• _Task item_: Down to the last line, repeat the entries exactly.

(Dataset entries)
········

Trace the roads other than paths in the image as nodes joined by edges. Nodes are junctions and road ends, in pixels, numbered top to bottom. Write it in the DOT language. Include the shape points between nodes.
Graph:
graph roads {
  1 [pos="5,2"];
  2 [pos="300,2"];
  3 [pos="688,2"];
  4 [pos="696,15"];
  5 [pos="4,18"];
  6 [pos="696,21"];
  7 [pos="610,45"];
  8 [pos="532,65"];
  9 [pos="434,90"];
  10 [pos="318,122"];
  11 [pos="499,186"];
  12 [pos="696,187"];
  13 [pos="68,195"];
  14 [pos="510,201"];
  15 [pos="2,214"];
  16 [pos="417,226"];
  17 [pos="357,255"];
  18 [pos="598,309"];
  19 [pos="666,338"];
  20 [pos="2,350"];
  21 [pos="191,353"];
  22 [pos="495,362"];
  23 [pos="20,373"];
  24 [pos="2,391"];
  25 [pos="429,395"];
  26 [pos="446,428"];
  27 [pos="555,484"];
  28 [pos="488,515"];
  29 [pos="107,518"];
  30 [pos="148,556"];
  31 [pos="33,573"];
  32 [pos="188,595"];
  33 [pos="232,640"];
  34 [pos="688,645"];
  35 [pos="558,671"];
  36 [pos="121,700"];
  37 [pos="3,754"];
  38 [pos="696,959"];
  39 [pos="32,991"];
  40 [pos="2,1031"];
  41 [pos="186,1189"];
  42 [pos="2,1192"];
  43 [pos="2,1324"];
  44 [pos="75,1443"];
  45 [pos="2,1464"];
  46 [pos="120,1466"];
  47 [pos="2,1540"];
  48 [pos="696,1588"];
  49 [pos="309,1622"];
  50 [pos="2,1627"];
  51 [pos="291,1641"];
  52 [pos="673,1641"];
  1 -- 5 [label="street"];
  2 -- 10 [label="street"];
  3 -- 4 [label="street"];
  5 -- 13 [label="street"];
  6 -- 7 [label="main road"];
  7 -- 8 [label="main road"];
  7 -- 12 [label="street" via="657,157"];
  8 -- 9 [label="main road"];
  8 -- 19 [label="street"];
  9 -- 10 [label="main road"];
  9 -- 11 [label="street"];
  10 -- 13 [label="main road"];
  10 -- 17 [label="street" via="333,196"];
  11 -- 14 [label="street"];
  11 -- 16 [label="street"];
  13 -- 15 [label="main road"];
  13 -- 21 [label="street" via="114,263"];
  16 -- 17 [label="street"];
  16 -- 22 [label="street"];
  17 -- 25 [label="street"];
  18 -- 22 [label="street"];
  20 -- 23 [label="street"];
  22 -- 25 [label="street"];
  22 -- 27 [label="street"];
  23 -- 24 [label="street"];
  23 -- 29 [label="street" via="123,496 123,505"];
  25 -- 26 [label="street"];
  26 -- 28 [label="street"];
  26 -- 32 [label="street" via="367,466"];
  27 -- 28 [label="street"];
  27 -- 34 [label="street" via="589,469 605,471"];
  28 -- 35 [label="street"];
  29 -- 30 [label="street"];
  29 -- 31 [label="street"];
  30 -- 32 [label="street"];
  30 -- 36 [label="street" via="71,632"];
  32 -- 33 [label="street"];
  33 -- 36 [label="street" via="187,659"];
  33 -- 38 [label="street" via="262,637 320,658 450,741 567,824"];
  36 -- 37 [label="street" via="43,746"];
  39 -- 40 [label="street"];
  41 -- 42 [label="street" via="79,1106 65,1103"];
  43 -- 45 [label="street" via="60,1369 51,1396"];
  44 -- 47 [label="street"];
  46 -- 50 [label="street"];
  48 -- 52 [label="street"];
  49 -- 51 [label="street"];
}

········

• _Your response_:
Trace the roads other than paths in the image as nodes joined by edges. Nodes are junctions and road ends, in pixels, numbered top to bottom. Write it in the DOT language. Include the shape points between nodes.
Graph:
graph roads {
  1 [pos="5,2"];
  2 [pos="300,2"];
  3 [pos="688,2"];
  4 [pos="696,15"];
  5 [pos="4,18"];
  6 [pos="696,21"];
  7 [pos="610,45"];
  8 [pos="532,65"];
  9 [pos="434,90"];
  10 [pos="318,122"];
  11 [pos="499,186"];
  12 [pos="696,187"];
  13 [pos="68,195"];
  14 [pos="510,201"];
  15 [pos="2,214"];
  16 [pos="417,226"];
  17 [pos="357,255"];
  18 [pos="598,309"];
  19 [pos="666,338"];
  20 [pos="2,350"];
  21 [pos="191,353"];
  22 [pos="495,362"];
  23 [pos="20,373"];
  24 [pos="2,391"];
  25 [pos="429,395"];
  26 [pos="446,428"];
  27 [pos="555,484"];
  28 [pos="488,515"];
  29 [pos="107,518"];
  30 [pos="148,556"];
  31 [pos="33,573"];
  32 [pos="188,595"];
  33 [pos="232,640"];
  34 [pos="688,645"];
  35 [pos="558,671"];
  36 [pos="121,700"];
  37 [pos="3,754"];
  38 [pos="696,959"];
  39 [pos="32,991"];
  40 [pos="2,1031"];
  41 [pos="186,1189"];
  42 [pos="2,1192"];
  43 [pos="2,1324"];
  44 [pos="75,1443"];
  45 [pos="2,1464"];
  46 [pos="120,1466"];
  47 [pos="2,1540"];
  48 [pos="696,1588"];
  49 [pos="309,1622"];
  50 [pos="2,1627"];
  51 [pos="291,1641"];
  52 [pos="673,1641"];
  1 -- 5 [label="street"];
  2 -- 10 [label="street"];
  3 -- 4 [label="street"];
  5 -- 13 [label="street"];
  6 -- 7 [label="main road"];
  7 -- 8 [label="main road"];
  7 -- 12 [label="street" via="657,157"];
  8 -- 9 [label="main road"];
  8 -- 19 [label="street"];
  9 -- 10 [label="main road"];
  9 -- 11 [label="street"];
  10 -- 13 [label="main road"];
  10 -- 17 [label="street" via="333,196"];
  11 -- 14 [label="street"];
  11 -- 16 [label="street"];
  13 -- 15 [label="main road"];
  13 -- 21 [label="street" via="114,263"];
  16 -- 17 [label="street"];
  16 -- 22 [label="street"];
  17 -- 25 [label="street"];
  18 -- 22 [label="street"];
  20 -- 23 [label="street"];
  22 -- 25 [label="street"];
  22 -- 27 [label="street"];
  23 -- 24 [label="street"];
  23 -- 29 [label="street" via="123,496 123,505"];
  25 -- 26 [label="street"];
  26 -- 28 [label="street"];
  26 -- 32 [label="street" via="367,466"];
  27 -- 28 [label="street"];
  27 -- 34 [label="street" via="589,469 605,471"];
  28 -- 35 [label="street"];
  29 -- 30 [label="street"];
  29 -- 31 [label="street"];
  30 -- 32 [label="street"];
  30 -- 36 [label="street" via="71,632"];
  32 -- 33 [label="street"];
  33 -- 36 [label="street" via="187,659"];
  33 -- 38 [label="street" via="262,637 320,658 450,741 567,824"];
  36 -- 37 [label="street" via="43,746"];
  39 -- 40 [label="street"];
  41 -- 42 [label="street" via="79,1106 65,1103"];
  43 -- 45 [label="street" via="60,1369 51,1396"];
  44 -- 47 [label="street"];
  46 -- 50 [label="street"];
  48 -- 52 [label="street"];
  49 -- 51 [label="street"];
}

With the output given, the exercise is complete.